Roasted Fish with Light Herb Sauce

If you have approximately 25 minutes to spend in the kitchen, Roasted Fish with Light Herb Sauce might be a super pescatarian recipe to try. This recipe serves 4 and costs $3.82 per serving. One portion of this dish contains roughly 29g of protein, 6g of fat, and a total of 209 calories. Head to the store and pick up butter, haddock fillets, korean marinade, and a few other things to make it today. A few people made this recipe, and 63 would say it hit the spot. It works well as a main course. It is brought to you by Taste of Home. Overall, this recipe earns a solid spoonacular score of 54%. Salt and Herb Roasted Whole Fish, Fish Burgers With a Herb Sauce, and Fish Minestrone with Herb Sauce are very similar to this recipe.

Servings: 4

Preparation duration: 10 minutes

Cooking duration: 15 minutes

 

Ingredients:

1 tablespoon butter

4 haddock fillets (6 ounces each)

2 tablespoons half-and-half cream

1/2 teaspoon herbes de Provence or dried rosemary, crushed

1/4 cup marinade for chicken

2 teaspoons olive oil

1/2 teaspoon pepper

1/2 teaspoon salt

1 shallot, thinly sliced

Equipment:

baking pan

sauce pan

Cooking instruction summary:

Directions Place the fillets in a greased 15-in. x 10-in. x 1-in. baking pan. Brush with oil; sprinkle with salt and pepper. Bake at 450° for 14-18 minutes or until fish flakes easily with a fork. Meanwhile, in a small saucepan over medium heat, cook and stir shallot and herbes de Provence in butter until shallot is tender. Stir in marinade for chicken; cook and stir for 1 minute. Add cream; cook and stir 1 minute longer. Spoon over fish. Yield: 4 servings. Editor's Note: Look for herbes de Provence in the spice aisle. This recipe was tested with Lea & Perrins Marinade for Chicken. Originally published as Roasted Fish with Light Herb Sauce in Taste of HomeApril/May 2012, p50 Nutritional Facts 1 fillet with 1 tablespoon sauce equals 222 calories, 7 g fat (3 g saturated fat), 109 mg cholesterol, 726 mg sodium, 5 g carbohydrate, trace fiber, 33 g protein. Diabetic Exchanges: 4 lean meat, 1 fat. Print Add to Recipe Box Email a Friend

 

Step by step:


1. Place the fillets in a greased 15-in. x 10-in. x 1-in. baking pan.

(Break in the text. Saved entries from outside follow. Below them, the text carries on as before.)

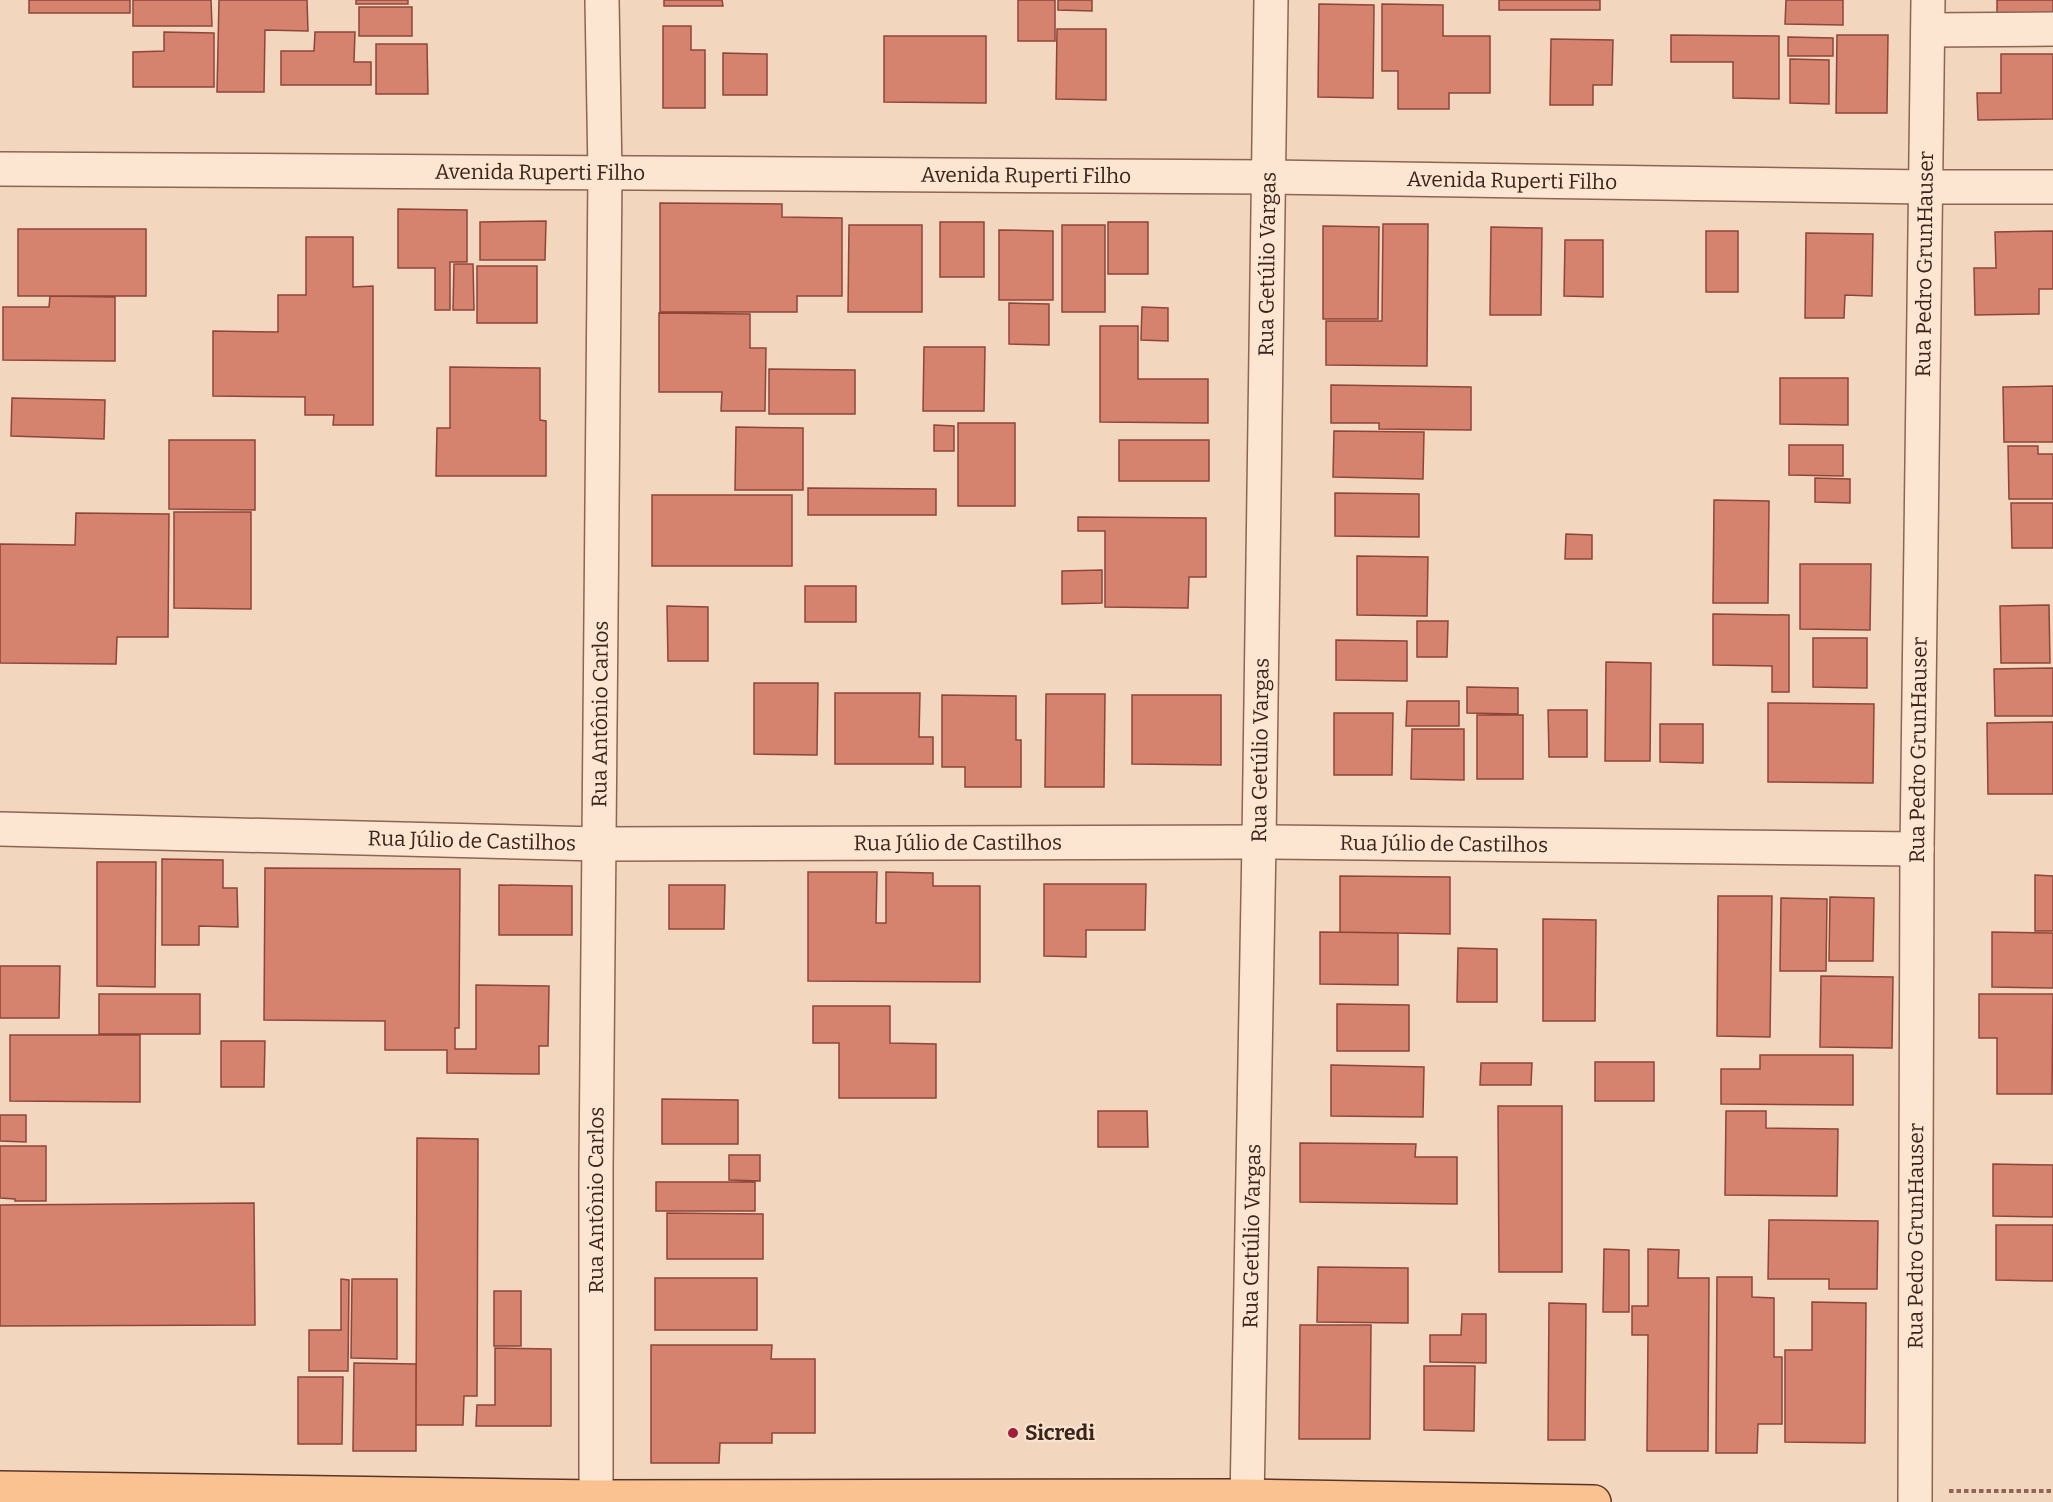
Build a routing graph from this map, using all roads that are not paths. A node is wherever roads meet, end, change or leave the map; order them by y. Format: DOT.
graph roads {
  1 [pos="602,0"];
  2 [pos="1270,0"];
  3 [pos="1928,15"];
  4 [pos="2053,29"];
  5 [pos="0,169"];
  6 [pos="605,174"];
  7 [pos="1268,177"];
  8 [pos="1926,188"];
  9 [pos="2053,188"];
  10 [pos="0,829"];
  11 [pos="1260,842"];
  12 [pos="599,844"];
  13 [pos="1917,849"];
  14 [pos="0,1488"];
  15 [pos="1915,1497"];
  16 [pos="1247,1499"];
  17 [pos="596,1500"];
  18 [pos="1594,1502"];
  1 -- 6 [label="street, Rua Antônio Carlos"];
  2 -- 7 [label="street, Rua Getúlio Vargas"];
  3 -- 4 [label="street"];
  3 -- 8 [label="street, Rua Pedro GrunHauser"];
  5 -- 6 [label="street, Avenida Ruperti Filho"];
  6 -- 7 [label="street, Avenida Ruperti Filho"];
  6 -- 12 [label="street, Rua Antônio Carlos"];
  7 -- 8 [label="street, Avenida Ruperti Filho"];
  7 -- 11 [label="street, Rua Getúlio Vargas"];
  8 -- 9 [label="street, Avenida Ruperti Filho"];
  8 -- 13 [label="street, Rua Pedro GrunHauser"];
  10 -- 12 [label="street, Rua Júlio de Castilhos"];
  11 -- 12 [label="street, Rua Júlio de Castilhos"];
  11 -- 13 [label="street, Rua Júlio de Castilhos"];
  11 -- 16 [label="street, Rua Getúlio Vargas"];
  12 -- 17 [label="street, Rua Antônio Carlos"];
  13 -- 15 [label="street, Rua Pedro GrunHauser"];
  14 -- 17 [label="main road"];
  16 -- 17 [label="main road"];
  16 -- 18 [label="main road"];
}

2. Brush with oil; sprinkle with salt and pepper.

3. Bake at 450° for 14-18 minutes or until fish flakes easily with a fork.

4. Meanwhile, in a small saucepan over medium heat, cook and stir shallot and herbes de Provence in butter until shallot is tender. Stir in marinade for chicken; cook and stir for 1 minute.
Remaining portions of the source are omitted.